In response to Reply # 0
Tue Nov-15-11 02:28 AM by ZooTown74

  

          

I can't remember a movie that was so emotional, so sad, so quiet, so grown-up, so heartbreaking and funny -- sometimes all at once.

It's a quiet movie. This is not Up in the Air 2011. This is not Sideways 2011. This is not a rousing comedy about how families are weird when it comes to death stuff. Do not be fooled by the shot in the trailer where Robert Forster tells the young buck, "I'm gonna hit you," then hits him. That was funny, and there are more chuckles where that came from, but this is an almost completely somber meditation on death and family and forgiveness.

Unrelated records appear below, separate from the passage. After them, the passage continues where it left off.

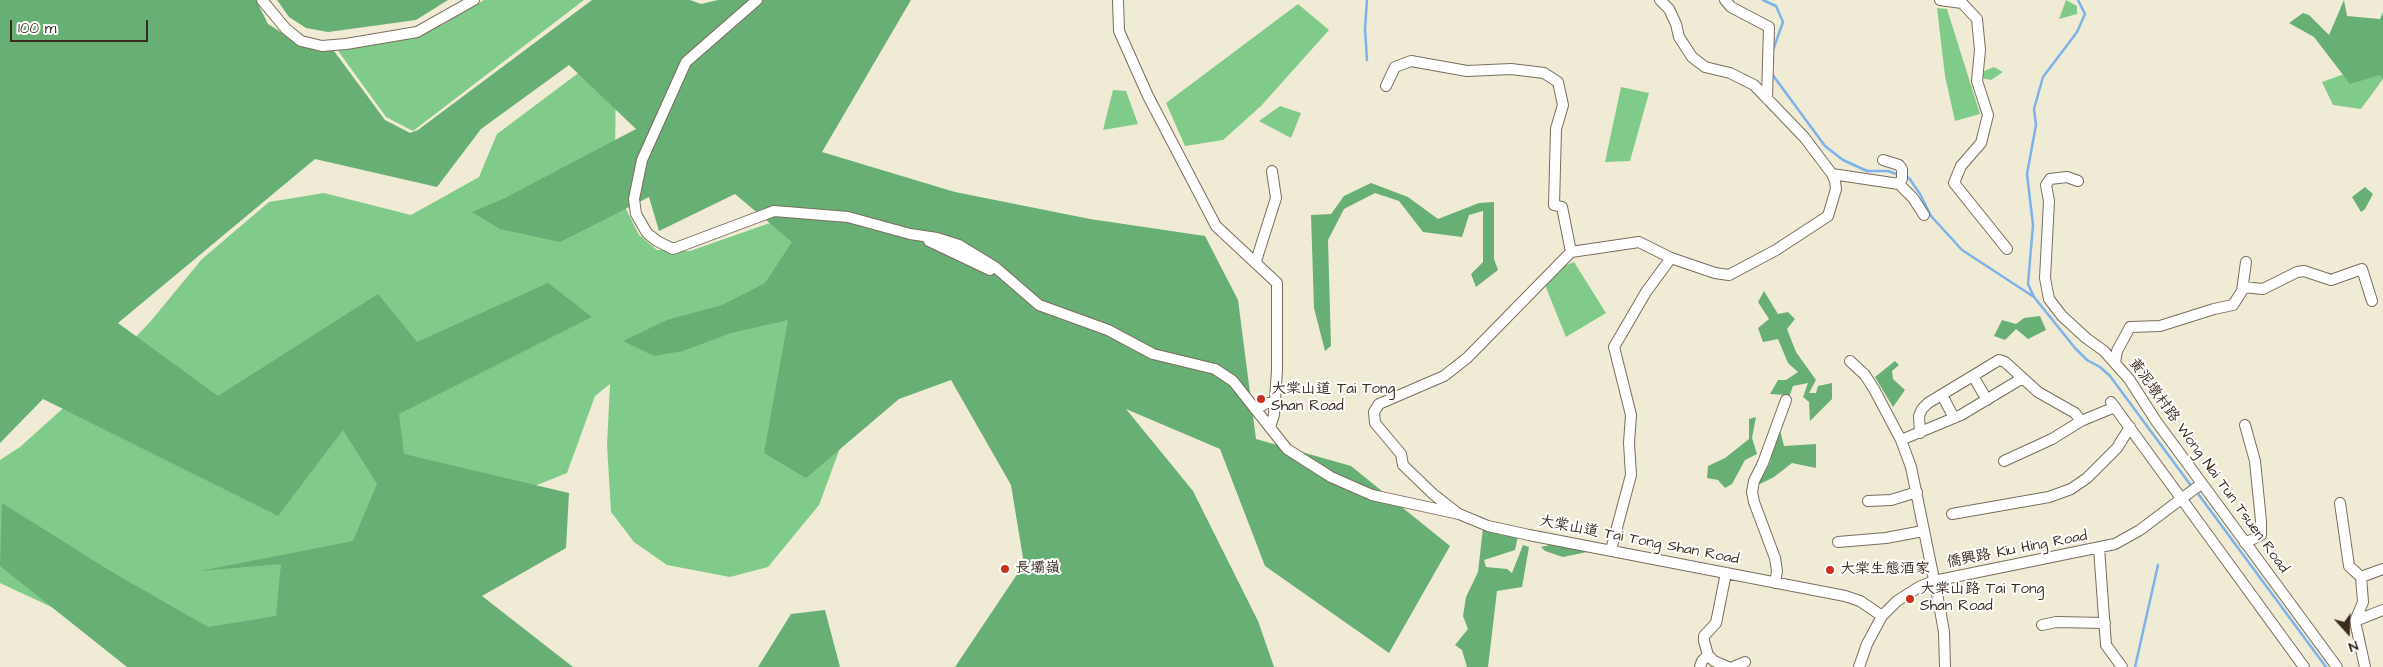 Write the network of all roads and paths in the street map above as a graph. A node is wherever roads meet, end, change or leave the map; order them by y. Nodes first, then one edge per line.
1 (262, 0) edge
2 (474, 0) edge
3 (757, 0) edge
4 (1118, 0) edge
5 (1660, 0) edge
6 (1725, 0) edge
7 (1940, 0) edge
8 (1386, 86) dead end
9 (1767, 99) junction
10 (1883, 160) dead end
11 (1272, 171) dead end
12 (1832, 174) junction
13 (1901, 178) junction
14 (2078, 181) dead end
15 (1924, 215) dead end
16 (2007, 249) dead end
17 (1571, 252) junction
18 (1672, 258) junction
19 (1256, 261) junction
20 (2246, 262) dead end
21 (2244, 287) junction
22 (2372, 301) dead end
23 (1850, 361) dead end
24 (2115, 362) junction
25 (1973, 376) junction
26 (2021, 379) junction
27 (1942, 395) junction
28 (1786, 400) dead end
29 (1987, 400) junction
30 (1275, 402) junction
31 (1255, 409) junction
32 (1954, 418) junction
33 (2081, 421) junction
34 (2245, 425) dead end
35 (1270, 427) junction
36 (2130, 427) junction
37 (1920, 433) junction
38 (1901, 440) junction
39 (2004, 461) dead end
40 (2201, 484) junction
41 (1917, 492) junction
42 (2181, 500) junction
43 (1868, 501) dead end
44 (2340, 503) dead end
45 (1459, 514) junction
46 (1952, 514) dead end
47 (1923, 532) junction
48 (1838, 542) dead end
49 (2245, 543) junction
50 (2099, 548) junction
51 (1611, 550) junction
52 (2383, 569) edge
53 (1726, 573) junction
54 (2361, 577) junction
55 (1934, 581) junction
56 (1775, 583) junction
57 (2383, 610) edge
58 (1882, 616) junction
59 (2355, 621) junction
60 (2105, 623) junction
61 (2042, 624) dead end
62 (1708, 655) junction
63 (1745, 662) dead end
64 (1700, 667) edge
65 (1728, 667) edge
66 (1733, 667) edge
67 (1859, 667) edge
68 (1945, 667) edge
69 (2122, 667) edge
70 (2304, 667) edge
71 (2337, 667) edge
72 (2364, 667) edge

1 - 2 street
3 - 31 street, 大棠山道 Tai Tong Shan Road
4 - 19 street
5 - 9 street
6 - 9 street
7 - 16 street
8 - 17 street
9 - 12 street
10 - 13 street
11 - 19 street
12 - 13 street
12 - 18 street
13 - 15 street
14 - 24 street, 黃泥墩村路 Wong Nai Tun Tsuen Road
17 - 18 street
17 - 45 street
18 - 51 street
19 - 30 street
20 - 21 street
21 - 22 street
21 - 24 street
23 - 38 street
24 - 40 street, 黃泥墩村路 Wong Nai Tun Tsuen Road
25 - 26 street
25 - 27 street
25 - 29 street
26 - 29 street
26 - 33 street
27 - 32 street
27 - 37 street
28 - 56 street
29 - 32 street
30 - 31 street
30 - 35 street
31 - 35 street, 大棠山道 Tai Tong Shan Road
32 - 37 street
33 - 36 street
33 - 39 street
34 - 49 street
35 - 45 street, 大棠山道 Tai Tong Shan Road
36 - 42 street
36 - 46 street
37 - 38 street
38 - 41 street
40 - 42 street, 僑興路 Kiu Hing Road
40 - 49 street, 黃泥墩村路 Wong Nai Tun Tsuen Road
41 - 43 street
41 - 47 street
42 - 50 street, 僑興路 Kiu Hing Road
42 - 70 street
44 - 54 street
45 - 51 street, 大棠山道 Tai Tong Shan Road
47 - 48 street
47 - 55 street
49 - 71 street, 黃泥墩村路 Wong Nai Tun Tsuen Road
50 - 55 street, 僑興路 Kiu Hing Road
50 - 60 street
51 - 53 street, 大棠山道 Tai Tong Shan Road
52 - 54 street
53 - 56 street, 大棠山道 Tai Tong Shan Road
53 - 62 street
54 - 59 street
55 - 58 street, 僑興路 Kiu Hing Road
55 - 68 street
56 - 58 street, 大棠山道 Tai Tong Shan Road
57 - 59 street
58 - 67 street, 僑興路 Kiu Hing Road
59 - 72 street
60 - 61 street
60 - 69 street
62 - 64 street
62 - 65 street
63 - 66 street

The basic setup is that CLOONEY's wife is in a coma and CLOONEY, an absentee husband and father, is charged with rounding up and tending to his two daughters, kids he really has no connection with. Then he finds out that his wife was having an affair. Oh, and then there's the whole deal about a big piece of land that CLOONEY's family wants to put up for sale.

I thought all of the performances were outstanding. CLOONEY anchors it and spends a lot of time reacting to everything that's going on, which is the point. His character is a reactor; he hasn't been around the three most important women in his life, and now the chickens have come home to roost at the worst possible time. His performance is more than just "two hours of being sad." He's sad, he's angry, he's confused, he's befuddled, he's amused, he's exasperated... The girl playing the teenage daughter was very good, as was the younger daughter. I also thought Robert Forster was great.

What struck me was the constant idea that people can say the meanest things to each other in times of crisis. And while some may attribute that to Alexander Payne being Alexander Payne (he did a script pass and got a writing credit along with the two original credited writers), the meanness works in this context. People oftentimes say things that aren't nice when they're faced with the impending death of a loved one. And sometimes the people around the people facing that death say shitty things too. All of that stress has to be expressed somehow. I bought it.

I loved how the story zigs and zags. It's somewhat unpredictable. If I had to quibble with one thing, it would have to be the subplot with the family's parcel of land. Seemed to be too obvious a metaphor, and I was tripped up by a few of the details about it. Maybe I'll understand it more in future viewings.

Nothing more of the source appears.